Prompt Day #301: Speculate on paper: If you were to eat your own brain matter, what do you think it would taste like? Describe it, appealing to the senses, evoking the texture and flavor. Then begin the next paragraph. See if you can keep going, unfolding a plot that explains why you would be eating your own brain to begin with. Don’t force it…discover it.
I couldn’t do this in first person, obviously, not with the story that popped into my head when I read this prompt. Either way, I tried to stay true to the idea behind the prompt.
The Food Critic
“I’m going to say that when presented with the chef’s newest creation, one is immediately enticed by a familiar scent reminiscent of Sunday dinner at your grandmothers. My stomach rumbles in anticipation. The plate, when presented, was…uh…also like something I ate as a child at my grandma’s. Of course when I write this I’ll make it flow better, you understand, I just, well obviously I’m a little stressed, a little overwhelmed and to be honest, I have a splitting headache.” She said. The chef standing in front of her was her career long nemesis. She’d never once wrote a kind word on his restaurants, his menus, or his technique. She abhorred the idea of reimagined comfort foods or deconstructed common dishes. It was presumptuous and unimaginative. Sure, his food tasted fine, but it certainly didn’t stand out.
“Go on. Tell me what you will say about it. I want to hear exactly what you plan to say.” She said. His arms crossed in front of him as if he was some iron chef from that silly show. His sleeves rolled up revealing his multiple tattoos another aspect of the man she found offensive.

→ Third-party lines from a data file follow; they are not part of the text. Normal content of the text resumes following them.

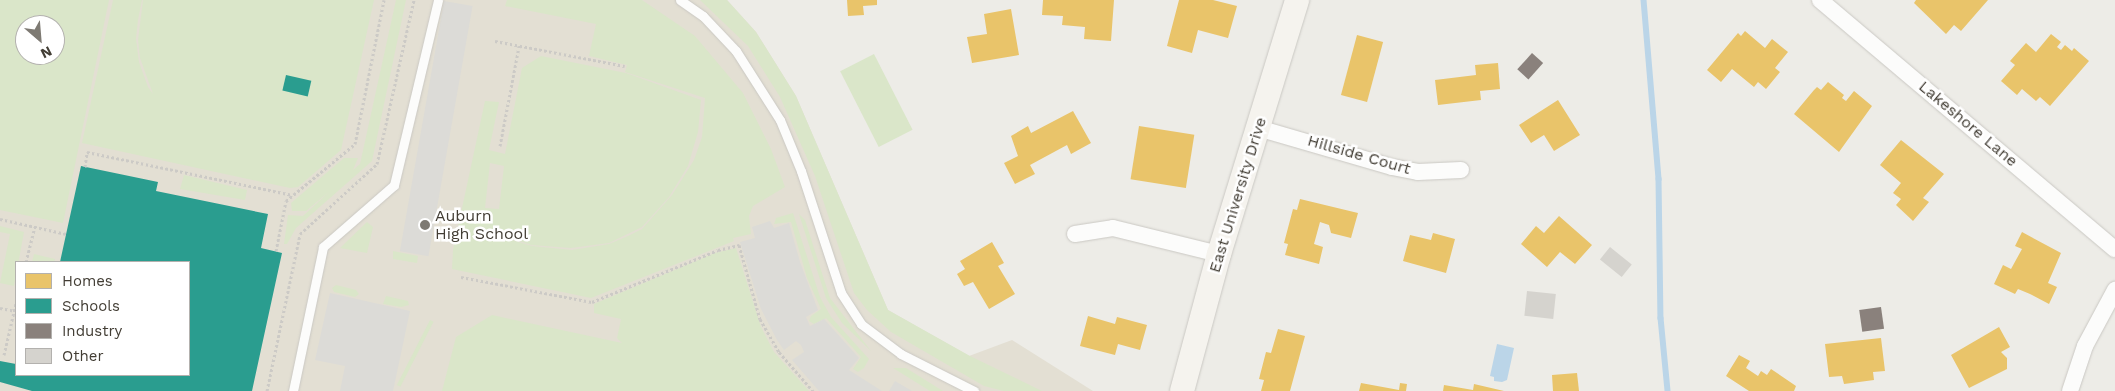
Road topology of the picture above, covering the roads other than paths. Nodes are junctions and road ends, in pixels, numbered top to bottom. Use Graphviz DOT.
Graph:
graph roads {
  1 [pos="438,0"];
  2 [pos="680,0"];
  3 [pos="1297,0"];
  4 [pos="1820,0"];
  5 [pos="1258,128"];
  6 [pos="1461,170"];
  7 [pos="1075,234"];
  8 [pos="2115,249"];
  9 [pos="1220,254"];
  10 [pos="2115,290"];
  11 [pos="293,391"];
  12 [pos="974,391"];
  13 [pos="1182,391"];
  14 [pos="2070,391"];
  1 -- 11 [label="lane"];
  2 -- 12 [label="lane"];
  3 -- 5 [label="main road, East University Drive"];
  4 -- 8 [label="street, Lakeshore Lane"];
  5 -- 6 [label="street, Hillside Court"];
  5 -- 9 [label="main road, East University Drive"];
  7 -- 9 [label="street"];
  9 -- 13 [label="main road, East University Drive"];
  10 -- 14 [label="street"];
}
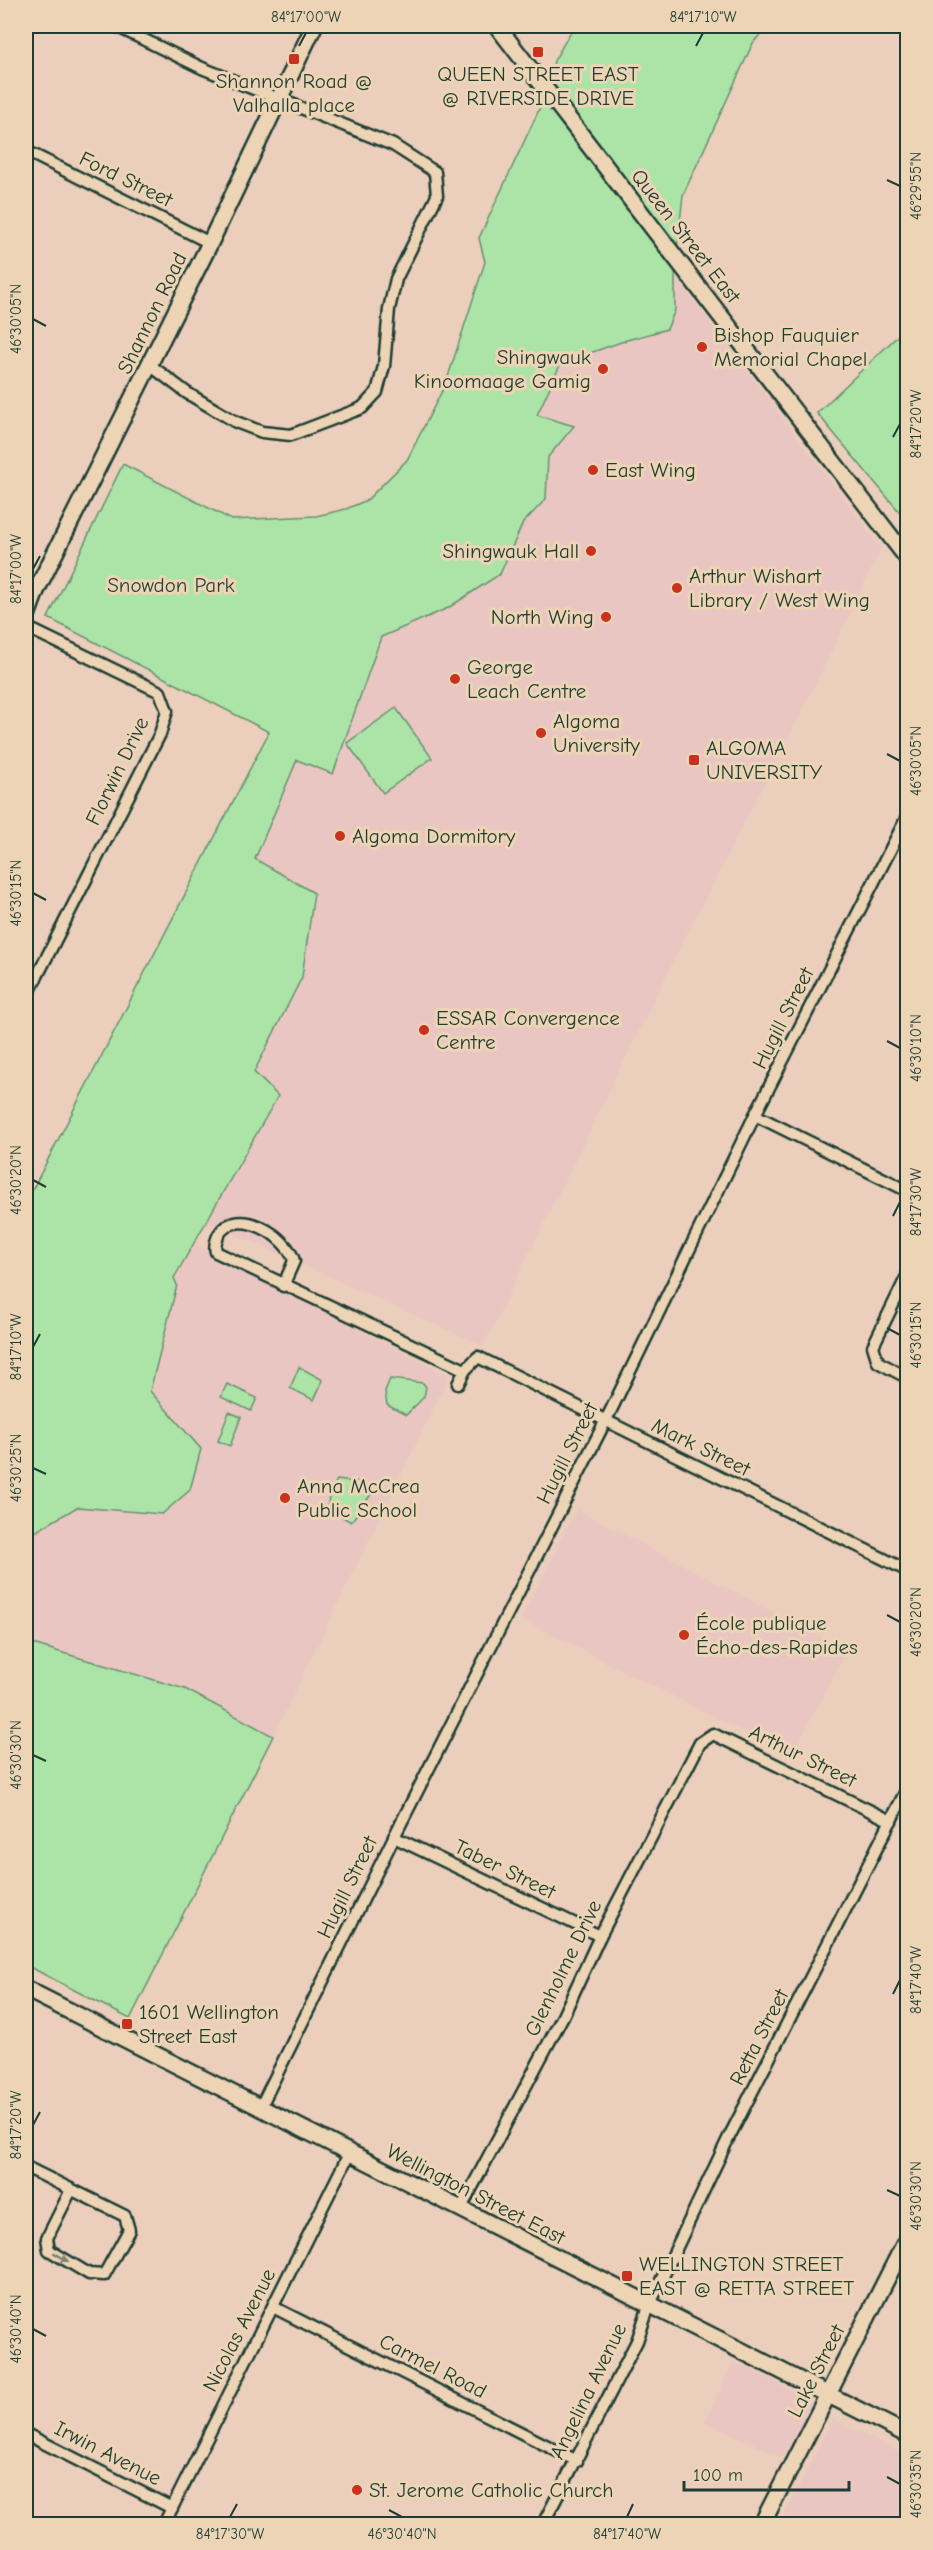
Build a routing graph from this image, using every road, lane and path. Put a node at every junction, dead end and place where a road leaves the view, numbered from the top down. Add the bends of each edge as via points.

“Well, I want to say it reminds me of that old dish ‘shit on a shingle’ but obviously I wouldn’t say that. I’ll think of a better way to put it. It’s just I can’t think right now. Don’t you see that this is insane?”
“What will you say about it? Describe it and then eat it.” He said.
“Fine. I would say that there appears to be perhaps a lovely portion of foie gras lightly fried and stacked on a thick crostini. The creamy sauce gives the comforting aroma of mushrooms and sage. It really does smell delicious, I’m not lying to you.” She tried to pick the fork up but it took a tremendous effort and concentration to do it. She’d been drugged, there was no doubt. She wasn’t sure which came first; getting hit over the head and then drugged or drugged and then attacked. She suspected she was still being drugged through the IV that was hooked up into her hand. The IV pole was behind her, so she couldn’t turn around to look, not while strapped in to the chair she was in.
Chef grabbed her fork and knife off the table and began to cut her food into small bites like one would do for a toddler. He stabbed a piece and swiped it through the sauce. He put it up to her lips and like a child she opened her mouth. She chewed.
“Oh. This isn’t foie gras. It’s soft, like tofu or…hmm ricotta, no it isn’t cheese. It’s almost like a sweet bread but the texture is softer.” She chewed a bit more. “May I have another piece?” He fed her.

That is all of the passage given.